* **Work instruction**:
Search the listing for the string "Chavannes". Copy every line that has it.

Records for processing section start

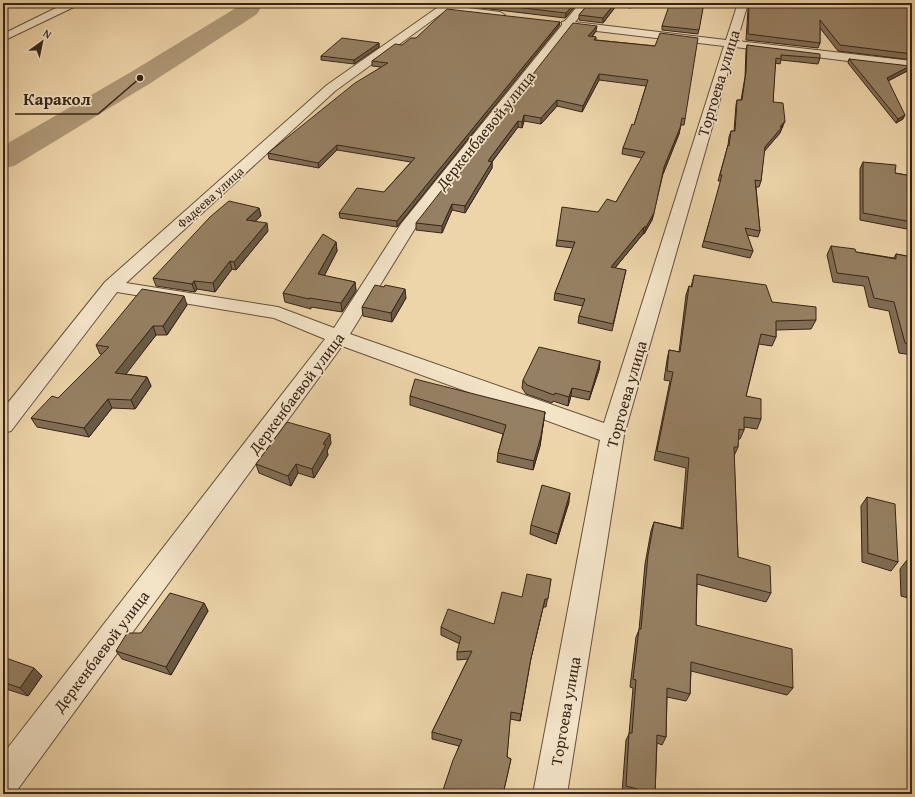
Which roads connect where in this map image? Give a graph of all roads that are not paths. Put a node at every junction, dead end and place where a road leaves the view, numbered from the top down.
1 (74, 3) edge
2 (586, 3) edge
3 (743, 3) edge
4 (447, 5) edge
5 (514, 17) edge
6 (561, 23) junction
7 (3, 38) edge
8 (730, 43) junction
9 (912, 65) edge
10 (112, 286) junction
11 (338, 338) junction
12 (3, 425) edge
13 (612, 435) junction
14 (3, 781) edge
15 (550, 794) edge

1 - 7 street
2 - 6 street, Деркенбаевой улица
3 - 8 street, Торгоева улица
4 - 5 street
4 - 10 street, Фадеева улица
6 - 8 street
6 - 11 street, Деркенбаевой улица
8 - 9 street
8 - 13 street, Торгоева улица
10 - 11 street
10 - 12 street, Фадеева улица
11 - 13 street
11 - 14 street, Деркенбаевой улица
13 - 15 street, Торгоева улица

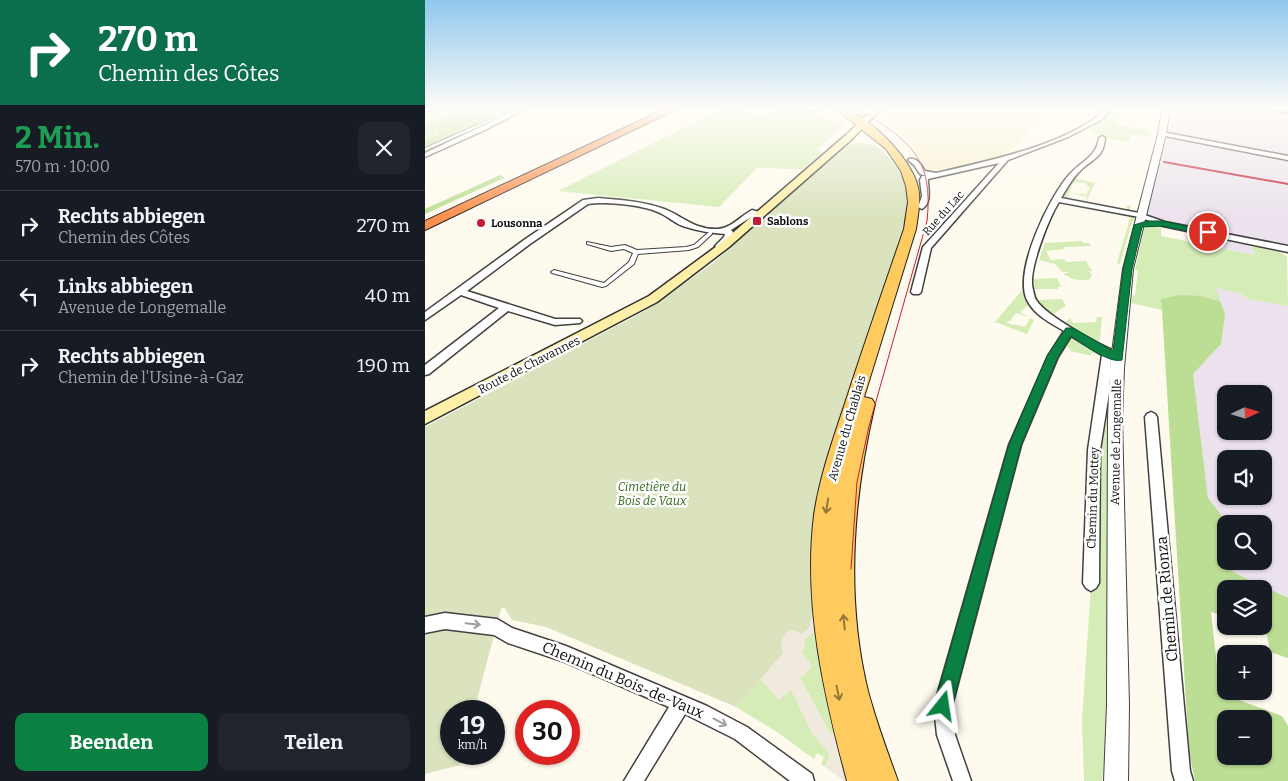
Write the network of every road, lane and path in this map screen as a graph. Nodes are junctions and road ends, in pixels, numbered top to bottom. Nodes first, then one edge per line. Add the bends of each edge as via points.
1 (446, 145) edge
2 (581, 145) edge
3 (594, 145) edge
4 (839, 145) edge
5 (888, 145) edge
6 (898, 145) edge
7 (1040, 145) edge
8 (1101, 145) edge
9 (1158, 145) edge
10 (1222, 145) edge
11 (425, 155) edge
12 (1005, 158) junction
13 (1288, 158) edge
14 (911, 160) junction
15 (934, 175) junction
16 (1055, 199) junction
17 (923, 207) junction
18 (758, 212) junction
19 (1137, 218) junction
20 (425, 219) edge
21 (425, 226) edge
22 (720, 234) junction
23 (589, 243) dead end
24 (1288, 248) edge
25 (636, 252) junction
26 (554, 272) dead end
27 (680, 280) junction
28 (459, 292) junction
29 (916, 292) dead end
30 (506, 307) junction
31 (633, 310) junction
32 (425, 317) edge
33 (577, 321) dead end
34 (1070, 330) junction
35 (1114, 356) junction
36 (425, 371) edge
37 (1151, 417) dead end
38 (425, 418) edge
39 (1091, 584) dead end
40 (425, 625) edge
41 (681, 704) junction
42 (633, 781) edge
43 (805, 781) edge
44 (863, 781) edge
45 (883, 781) edge
46 (963, 781) edge
47 (1116, 781) edge
48 (1184, 781) edge

1 - 11 street
2 - 20 highway
3 - 21 highway
4 - 18 main road, Route de Chavannes
5 -> 44 main road, Avenue du Chablais via 904,165 912,185 914,204 910,229 835,464 825,515 823,547 824,608 829,649 846,730
6 - 14 main road, Avenue du Chablais
7 - 12 street, Rue du Lac
8 - 16 street via 1097,156 1080,167
9 - 19 street, Avenue de Longemalle
10 - 13 street
12 - 15 street, Rue du Lac
12 - 29 street, Rue du Lac via 927,247
14 - 15 street via 922,173
14 - 17 main road, Avenue du Chablais via 921,185
15 - 17 street, Rue du Lac via 924,180 927,196
16 - 19 street
16 - 34 street via 1031,262 1027,283 1037,308
45 -> 17 main road, Avenue du Chablais via 854,685 847,648 841,594 841,552 859,426 915,244
18 - 22 main road, Route de Chavannes
18 - 27 main road, Route de Chavannes via 716,252
19 - 24 street via 1147,223
19 - 35 street, Avenue de Longemalle
22 - 25 street, Route de Chavannes via 687,249
22 - 27 street, Route de Chavannes via 728,238
22 - 28 street via 686,225 663,211 646,206 591,201 579,206
22 - 31 main road, Route de Chavannes
23 - 25 street, Route de Chavannes via 611,249 625,247
25 - 26 street via 632,263 602,285
27 - 31 main road, Route de Chavannes
28 - 30 street
28 - 32 street
30 - 33 street via 555,322
30 - 36 street
31 - 38 main road, Route de Chavannes
34 - 35 street
34 - 46 street via 1053,356 1015,445 943,706 943,723 950,751
35 - 39 street, Chemin du Mottey via 1106,358 1094,450
35 - 47 street, Avenue de Longemalle
37 - 48 street, Chemin de Rionza
40 -> 41 street, Chemin du Bois-de-Vaux via 445,621 497,627 508,635 566,654
41 - 42 street
41 -> 43 street, Chemin du Bois-de-Vaux via 741,733

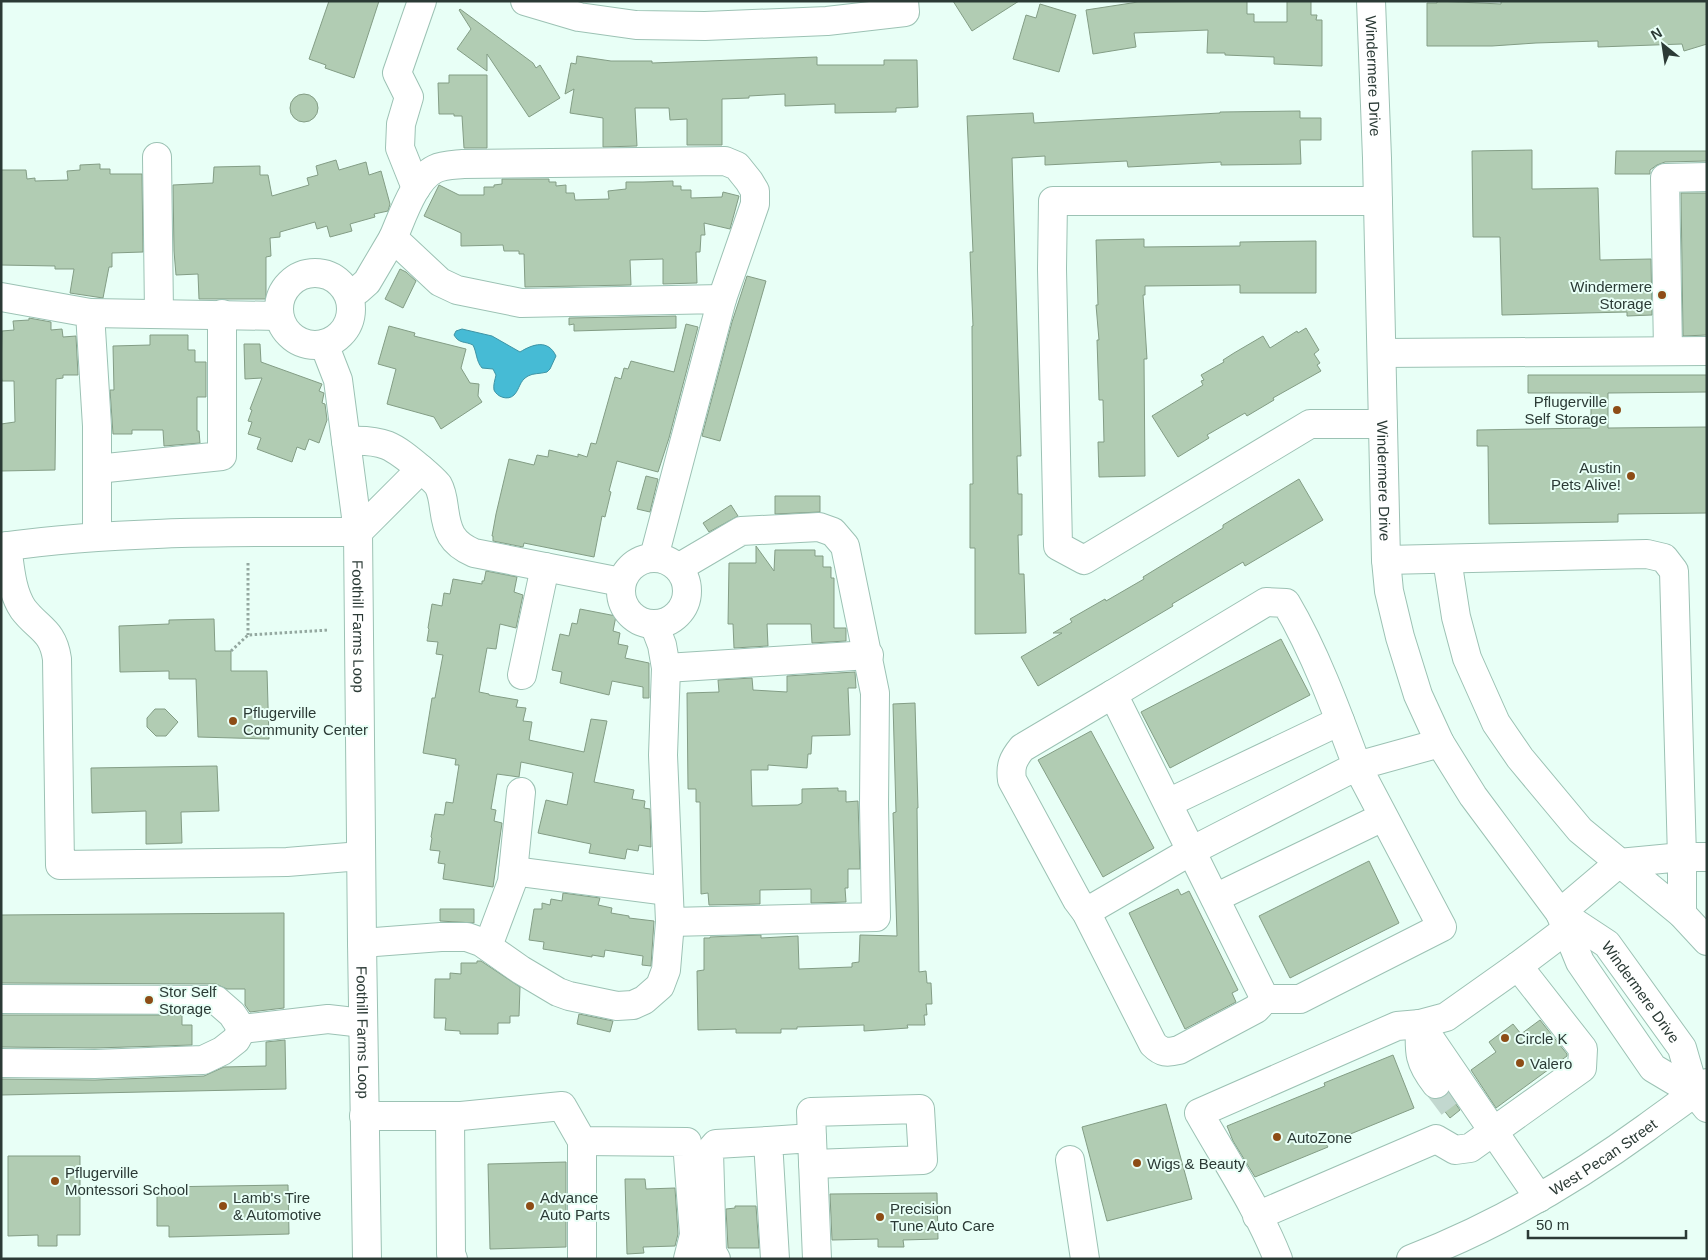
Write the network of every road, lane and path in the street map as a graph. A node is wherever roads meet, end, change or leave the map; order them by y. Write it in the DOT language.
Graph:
graph roads {
  1 [pos="422,1"];
  2 [pos="525,1"];
  3 [pos="904,1"];
  4 [pos="1371,1"];
  5 [pos="156,157"];
  6 [pos="1707,177"];
  7 [pos="416,188"];
  8 [pos="1378,202"];
  9 [pos="392,238"];
  10 [pos="348,293"];
  11 [pos="1,297"];
  12 [pos="722,299"];
  13 [pos="90,313"];
  14 [pos="159,313"];
  15 [pos="222,314"];
  16 [pos="279,316"];
  17 [pos="324,344"];
  18 [pos="1668,351"];
  19 [pos="1707,351"];
  20 [pos="1382,353"];
  21 [pos="1383,424"];
  22 [pos="346,441"];
  23 [pos="97,469"];
  24 [pos="421,469"];
  25 [pos="358,532"];
  26 [pos="97,536"];
  27 [pos="4,546"];
  28 [pos="1447,559"];
  29 [pos="1386,560"];
  30 [pos="666,562"];
  31 [pos="248,563"];
  32 [pos="545,566"];
  33 [pos="621,582"];
  34 [pos="654,624"];
  35 [pos="329,630"];
  36 [pos="248,635"];
  37 [pos="231,651"];
  38 [pos="868,655"];
  39 [pos="666,668"];
  40 [pos="522,675"];
  41 [pos="1113,694"];
  42 [pos="1340,721"];
  43 [pos="1440,743"];
  44 [pos="1357,766"];
  45 [pos="521,792"];
  46 [pos="1168,803"];
  47 [pos="1383,817"];
  48 [pos="1191,851"];
  49 [pos="361,856"];
  50 [pos="1694,857"];
  51 [pos="1619,863"];
  52 [pos="513,871"];
  53 [pos="668,891"];
  54 [pos="1215,898"];
  55 [pos="1086,912"];
  56 [pos="1682,914"];
  57 [pos="1563,921"];
  58 [pos="670,922"];
  59 [pos="1707,941"];
  60 [pos="362,943"];
  61 [pos="488,946"];
  62 [pos="1518,966"];
  63 [pos="1265,998"];
  64 [pos="1,1000"];
  65 [pos="363,1024"];
  66 [pos="1420,1024"];
  67 [pos="242,1029"];
  68 [pos="1,1063"];
  69 [pos="1436,1084"];
  70 [pos="1703,1094"];
  71 [pos="1457,1112"];
  72 [pos="364,1116"];
  73 [pos="450,1116"];
  74 [pos="1487,1136"];
  75 [pos="582,1141"];
  76 [pos="768,1141"];
  77 [pos="1070,1160"];
  78 [pos="1539,1198"];
  79 [pos="1257,1216"];
  80 [pos="367,1259"];
  81 [pos="453,1259"];
  82 [pos="582,1259"];
  83 [pos="688,1259"];
  84 [pos="716,1259"];
  85 [pos="775,1259"];
  86 [pos="817,1259"];
  87 [pos="1084,1259"];
  88 [pos="1278,1259"];
  89 [pos="1410,1259"];
  1 -- 7 [label="street"];
  2 -- 3 [label="street"];
  4 -- 8 [label="street, Windermere Drive"];
  5 -- 14 [label="street"];
  6 -- 18 [label="street"];
  7 -- 9 [label="street"];
  7 -- 12 [label="street"];
  8 -- 20 [label="street, Windermere Drive"];
  8 -- 21 [label="street"];
  9 -- 10 [label="street"];
  9 -- 12 [label="street"];
  10 -- 16 [label="street"];
  10 -- 17 [label="street"];
  11 -- 13 [label="street"];
  12 -- 30 [label="street"];
  13 -- 14 [label="street"];
  13 -- 23 [label="street"];
  14 -- 15 [label="street"];
  15 -- 16 [label="street"];
  15 -- 23 [label="street"];
  16 -- 17 [label="street"];
  17 -- 22 [label="street, Foothill Farms Loop"];
  18 -- 19 [label="street"];
  18 -- 20 [label="street"];
  20 -- 21 [label="street, Windermere Drive"];
  21 -- 29 [label="street, Windermere Drive"];
  22 -- 24 [label="street"];
  22 -- 25 [label="street, Foothill Farms Loop"];
  23 -- 26 [label="street"];
  24 -- 25 [label="street"];
  24 -- 32 [label="street"];
  25 -- 26 [label="street"];
  25 -- 49 [label="street, Foothill Farms Loop"];
  26 -- 27 [label="street"];
  27 -- 49 [label="street"];
  28 -- 29 [label="street"];
  28 -- 50 [label="street"];
  28 -- 51 [label="street"];
  29 -- 43 [label="street, Windermere Drive"];
  30 -- 33 [label="street"];
  30 -- 34 [label="street"];
  30 -- 38 [label="street"];
  31 -- 36 [label="path"];
  32 -- 33 [label="street"];
  32 -- 40 [label="street"];
  33 -- 34 [label="street"];
  34 -- 39 [label="street"];
  35 -- 36 [label="path"];
  36 -- 37 [label="path"];
  38 -- 39 [label="street"];
  38 -- 58 [label="street"];
  39 -- 53 [label="street"];
  41 -- 42 [label="street"];
  41 -- 46 [label="street"];
  41 -- 55 [label="street"];
  42 -- 44 [label="street"];
  42 -- 46 [label="street"];
  43 -- 44 [label="street"];
  43 -- 57 [label="street, Windermere Drive"];
  44 -- 47 [label="street"];
  44 -- 48 [label="street"];
  45 -- 52 [label="street"];
  46 -- 48 [label="street"];
  47 -- 54 [label="street"];
  47 -- 63 [label="street"];
  48 -- 54 [label="street"];
  48 -- 55 [label="street"];
  49 -- 60 [label="street, Foothill Farms Loop"];
  50 -- 51 [label="street"];
  50 -- 56 [label="street"];
  51 -- 56 [label="street"];
  51 -- 57 [label="street"];
  52 -- 53 [label="street"];
  52 -- 61 [label="street"];
  53 -- 58 [label="street"];
  54 -- 63 [label="street"];
  55 -- 63 [label="street"];
  56 -- 59 [label="street"];
  57 -- 62 [label="street"];
  57 -- 70 [label="street, Windermere Drive"];
  58 -- 61 [label="street"];
  60 -- 61 [label="street"];
  60 -- 65 [label="street, Foothill Farms Loop"];
  62 -- 66 [label="street"];
  62 -- 74 [label="street"];
  64 -- 67 [label="street"];
  65 -- 67 [label="street"];
  65 -- 72 [label="street, Foothill Farms Loop"];
  66 -- 69 [label="street"];
  66 -- 74 [label="street"];
  66 -- 79 [label="street"];
  67 -- 68 [label="street"];
  70 -- 78 [label="street, West Pecan Street"];
  71 -- 74 [label="street"];
  72 -- 73 [label="street"];
  72 -- 80 [label="street, Foothill Farms Loop"];
  73 -- 75 [label="street"];
  73 -- 81 [label="street"];
  74 -- 78 [label="street"];
  74 -- 79 [label="street"];
  75 -- 82 [label="street"];
  75 -- 83 [label="street"];
  76 -- 84 [label="street"];
  76 -- 85 [label="street"];
  76 -- 86 [label="street"];
  77 -- 87 [label="street"];
  78 -- 89 [label="street, West Pecan Street"];
  79 -- 88 [label="street"];
}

Records for processing section end

* **Response to the task**:
4 - 18 main road, Route de Chavannes
18 - 22 main road, Route de Chavannes
18 - 27 main road, Route de Chavannes via 716,252
22 - 25 street, Route de Chavannes via 687,249
22 - 27 street, Route de Chavannes via 728,238
22 - 31 main road, Route de Chavannes
23 - 25 street, Route de Chavannes via 611,249 625,247
27 - 31 main road, Route de Chavannes
31 - 38 main road, Route de Chavannes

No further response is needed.